Representatives from the FBI and Justice Department headquarters did not immediately respond to requests for comment.
Supervisory special agents are the FBI’s first line of managers, typically overseeing teams of special agents.
The allegations add to an emerging picture of a culture within the FBI in which agents freely paid for sex while working overseas.
A report made public this year in response to a lawsuit by the New York Times described agents partying and having sex with prostitutes in Cambodia, the Philippines and Thailand between 2009 and 2018.
A brief summary of the information in the report – similar to the summary published Tuesday — was first released in 2021 by the inspector general. The watchdog said at the time that four FBI officials had accepted commercial sex overseas, and that a fifth had solicited sex overseas. A sixth official committed misconduct by failing to report the behavior, the inspector general found. The document also described an FBI official giving another official “a package containing approximately 100 white pills to deliver to a foreign law enforcement officer.”
The Times sued in 2023 seeking the inspector general’s full internal report. Justice Department leaders under President Joe Biden and President Donald Trump fought the disclosure, saying it could violate employee privacy, the Times reported. The inspector general released a redacted version of the internal report last year before releasing the more complete document this spring.
According to the Times, FBI officials solicited prostitutes during an event in Bangkok in 2017. At another event in Manila in 2018, FBI employees accepted prostitutes paid for by a local law enforcement agency, the Times reported. Some of the activity took place in the presence of multiple FBI employees and, in at least one instance, a supervisor.
Two of the FBI officials resigned, two retired, and one was removed — all while the inspector general’s investigation was ongoing, according to the 2021 summary.
In 2018, the Wall Street Journal reported that several FBI employees had been recalled to Washington from cities across Asia as the inspector general investigated the prostitution allegations.
Justice Department policy bars employees from paying for sex.
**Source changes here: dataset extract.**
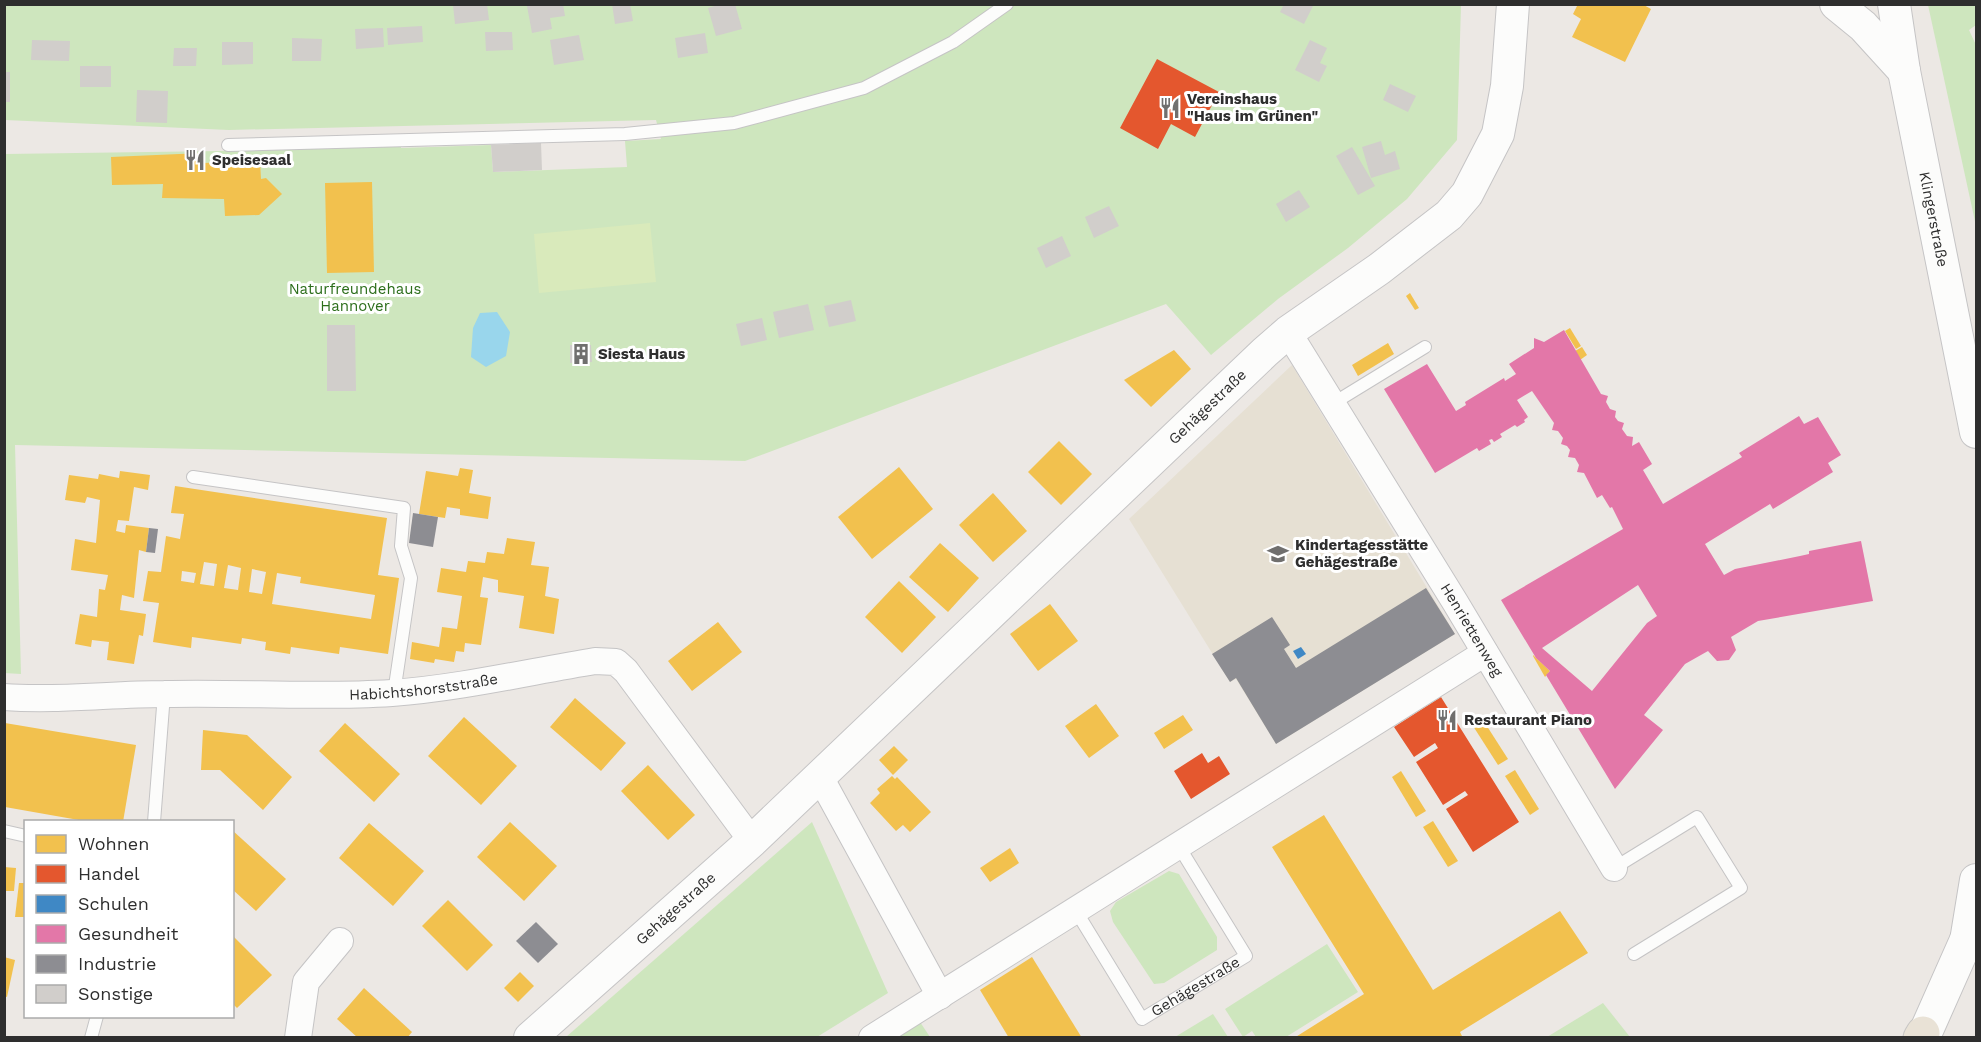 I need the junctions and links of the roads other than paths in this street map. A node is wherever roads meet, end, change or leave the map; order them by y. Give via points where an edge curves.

Violators can be suspended or fired, and supervisors who fail to report misconduct can be disciplined.
Eric Holder, the attorney general under President Barack Obama, said in a 2015 memo to staff that soliciting prostitutes “threatens the core mission of the Department, not simply because it invites extortion, blackmail, and leaks of sensitive or classified information, but also because it undermines the Department’s efforts to eradicate the scourge of human trafficking.”
Attorney General Pam Bondi and FBI Director Kash Patel have said combating sex trafficking is a priority. They highlighted what they said were some of their early achievements on this front in news conferences in May, touting a large scale operation involving the arrest of 205 alleged sexual predators in less than a week.
Other federal law enforcement agencies have faced investigations in recent years after their agents solicited prostitutes overseas.
The Justice Department’s inspector general found in 2015 that federal drug enforcement agents allegedly had sex parties with prostitutes hired by local drug cartels; some of the agents under investigation still received bonuses worth thousands of dollars. About two dozen Secret Service agents and members of the military were punished or fired following for their roles in a 2012 prostitution scandal in Colombia.